520 Newport Center Drive, Suite 1200
Newport Beach, CA 92660
Re:    Registration Statement on Form S-3.
Ladies and Gentlemen:
We have acted as special counsel to Evolus, Inc., a Delaware corporation (the “Company”), in connection with the preparation of the registration statement on Form S-3 (the “462(b) Registration Statement”) filed with the Securities and Exchange Commission (the “Commission”) on the date hereof pursuant to Rule 462(b) promulgated under the Securities Act of 1933, as amended (the “Securities Act”). The 462(b) Registration Statement relates to the offer and sale of shares of the Company’s common stock, par value $0.00001 per share, having a maximum aggregate offering price of up to $1,319,150 (the “Shares”). The 462(b) Registration Statement incorporates by reference the registration statement on Form S-3 (File No. 333-230466), including the amendment thereto (the “Registration Statement” and together with the 462(b) Registration Statement, the “Registration Statements”), initially filed by the Company with the Commission on March 22, 2019, amended on April 10, 2019 and declared effective by the Commission on April 15, 2019, including the prospectus which forms a part of the Registration Statement (the “Prospectus”), as supplemented from time to time by one or more prospectus supplements.

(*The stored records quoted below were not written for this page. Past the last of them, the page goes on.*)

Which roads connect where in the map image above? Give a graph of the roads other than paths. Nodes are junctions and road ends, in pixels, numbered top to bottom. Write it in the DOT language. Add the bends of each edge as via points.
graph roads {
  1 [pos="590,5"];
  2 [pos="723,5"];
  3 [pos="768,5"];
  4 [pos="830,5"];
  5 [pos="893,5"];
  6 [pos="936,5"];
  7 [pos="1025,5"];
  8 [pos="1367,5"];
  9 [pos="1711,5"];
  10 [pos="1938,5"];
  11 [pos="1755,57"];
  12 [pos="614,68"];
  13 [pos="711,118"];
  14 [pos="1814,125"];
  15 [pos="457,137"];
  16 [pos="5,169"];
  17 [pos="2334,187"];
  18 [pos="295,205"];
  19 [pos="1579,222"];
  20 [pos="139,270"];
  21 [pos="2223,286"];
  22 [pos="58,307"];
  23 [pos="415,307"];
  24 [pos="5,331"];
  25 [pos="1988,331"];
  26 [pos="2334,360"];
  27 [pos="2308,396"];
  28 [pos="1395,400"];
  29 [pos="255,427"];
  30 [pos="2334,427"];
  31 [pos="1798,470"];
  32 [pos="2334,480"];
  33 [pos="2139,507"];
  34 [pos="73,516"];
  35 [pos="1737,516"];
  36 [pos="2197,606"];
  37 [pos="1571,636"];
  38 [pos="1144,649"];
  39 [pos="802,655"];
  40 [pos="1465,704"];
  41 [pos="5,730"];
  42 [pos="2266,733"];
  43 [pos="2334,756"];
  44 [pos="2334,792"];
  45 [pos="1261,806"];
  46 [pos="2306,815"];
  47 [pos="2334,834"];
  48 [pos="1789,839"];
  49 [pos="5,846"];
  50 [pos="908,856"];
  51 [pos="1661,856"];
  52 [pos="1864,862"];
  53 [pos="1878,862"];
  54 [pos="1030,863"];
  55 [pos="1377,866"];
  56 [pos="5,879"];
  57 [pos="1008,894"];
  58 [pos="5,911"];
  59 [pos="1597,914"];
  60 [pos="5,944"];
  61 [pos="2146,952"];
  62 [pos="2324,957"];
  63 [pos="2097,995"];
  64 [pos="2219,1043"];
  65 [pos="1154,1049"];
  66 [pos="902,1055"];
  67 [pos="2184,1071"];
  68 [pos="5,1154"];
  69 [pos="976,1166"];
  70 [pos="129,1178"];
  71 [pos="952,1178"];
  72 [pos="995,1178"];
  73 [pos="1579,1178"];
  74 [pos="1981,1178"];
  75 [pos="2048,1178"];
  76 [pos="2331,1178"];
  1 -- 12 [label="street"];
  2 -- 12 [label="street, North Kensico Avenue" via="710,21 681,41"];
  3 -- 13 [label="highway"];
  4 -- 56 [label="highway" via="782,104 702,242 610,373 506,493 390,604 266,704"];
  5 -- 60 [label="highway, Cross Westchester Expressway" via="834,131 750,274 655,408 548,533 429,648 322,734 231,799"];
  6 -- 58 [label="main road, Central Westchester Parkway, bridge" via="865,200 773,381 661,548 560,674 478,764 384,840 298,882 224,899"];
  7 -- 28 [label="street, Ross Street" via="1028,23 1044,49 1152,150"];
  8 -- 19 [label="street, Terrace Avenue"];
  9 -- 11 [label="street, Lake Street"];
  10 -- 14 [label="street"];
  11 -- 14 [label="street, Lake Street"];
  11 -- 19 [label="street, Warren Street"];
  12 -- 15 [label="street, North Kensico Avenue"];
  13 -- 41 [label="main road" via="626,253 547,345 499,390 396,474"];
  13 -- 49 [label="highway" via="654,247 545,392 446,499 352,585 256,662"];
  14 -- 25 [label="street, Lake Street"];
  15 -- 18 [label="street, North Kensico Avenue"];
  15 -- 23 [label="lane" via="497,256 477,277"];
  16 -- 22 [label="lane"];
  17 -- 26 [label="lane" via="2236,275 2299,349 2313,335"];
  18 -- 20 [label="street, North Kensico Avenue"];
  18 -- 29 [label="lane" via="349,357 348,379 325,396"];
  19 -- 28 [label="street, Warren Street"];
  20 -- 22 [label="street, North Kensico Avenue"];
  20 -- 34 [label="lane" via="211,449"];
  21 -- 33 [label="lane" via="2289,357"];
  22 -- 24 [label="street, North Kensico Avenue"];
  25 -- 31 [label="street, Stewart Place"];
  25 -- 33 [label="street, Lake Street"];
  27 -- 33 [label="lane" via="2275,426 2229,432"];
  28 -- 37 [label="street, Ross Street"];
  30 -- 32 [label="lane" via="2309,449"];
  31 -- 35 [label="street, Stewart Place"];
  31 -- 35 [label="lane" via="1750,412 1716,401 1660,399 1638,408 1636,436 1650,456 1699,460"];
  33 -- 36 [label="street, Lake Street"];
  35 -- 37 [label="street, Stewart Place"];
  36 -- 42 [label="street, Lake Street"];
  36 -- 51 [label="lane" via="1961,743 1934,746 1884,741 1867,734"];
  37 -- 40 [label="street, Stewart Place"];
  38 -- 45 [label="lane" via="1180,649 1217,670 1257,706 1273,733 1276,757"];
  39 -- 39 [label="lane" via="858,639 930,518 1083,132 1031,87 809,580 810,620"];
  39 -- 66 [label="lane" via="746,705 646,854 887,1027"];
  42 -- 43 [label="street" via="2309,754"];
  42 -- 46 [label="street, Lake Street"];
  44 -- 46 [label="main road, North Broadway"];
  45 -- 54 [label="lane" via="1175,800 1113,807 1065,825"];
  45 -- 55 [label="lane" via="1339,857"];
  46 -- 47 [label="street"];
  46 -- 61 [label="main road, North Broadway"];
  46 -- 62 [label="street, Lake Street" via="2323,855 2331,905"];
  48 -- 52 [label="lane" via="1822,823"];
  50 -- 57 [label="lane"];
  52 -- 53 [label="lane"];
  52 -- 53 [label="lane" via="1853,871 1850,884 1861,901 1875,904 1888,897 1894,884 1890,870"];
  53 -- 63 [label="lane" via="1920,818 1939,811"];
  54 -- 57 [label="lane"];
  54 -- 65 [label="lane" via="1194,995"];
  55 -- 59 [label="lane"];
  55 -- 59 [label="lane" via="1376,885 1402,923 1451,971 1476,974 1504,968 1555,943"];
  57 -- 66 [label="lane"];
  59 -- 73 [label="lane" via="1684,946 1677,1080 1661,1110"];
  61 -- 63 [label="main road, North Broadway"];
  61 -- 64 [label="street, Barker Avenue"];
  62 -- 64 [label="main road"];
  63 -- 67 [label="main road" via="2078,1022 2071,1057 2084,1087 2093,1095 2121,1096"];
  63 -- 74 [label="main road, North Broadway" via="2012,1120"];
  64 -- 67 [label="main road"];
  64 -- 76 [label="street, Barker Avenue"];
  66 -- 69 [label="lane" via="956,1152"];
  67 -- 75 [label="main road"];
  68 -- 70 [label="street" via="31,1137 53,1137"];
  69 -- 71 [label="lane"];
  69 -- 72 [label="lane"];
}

In our capacity as counsel, we have examined originals or copies, certified or otherwise identified to our satisfaction, of those corporate and other records and documents as we considered appropriate including, without limitation:
(i)    the 462(b) Registration Statement;
(ii)    the Registration Statement;
(iii)    the Amended and Restated Certificate of Incorporation of the Company, including all amendments thereto, as presently in effect (the “Certificate of Incorporation”);
(iv)    the Amended and Restated Bylaws of the Company, including all amendments thereto, as presently in effect (the “Bylaws” and, together with the Certificate of Incorporation, the “Organizational Documents”); and
(v)    resolutions of the Board of Directors of the Company relating to the registration of the Shares, as applicable, and related matters.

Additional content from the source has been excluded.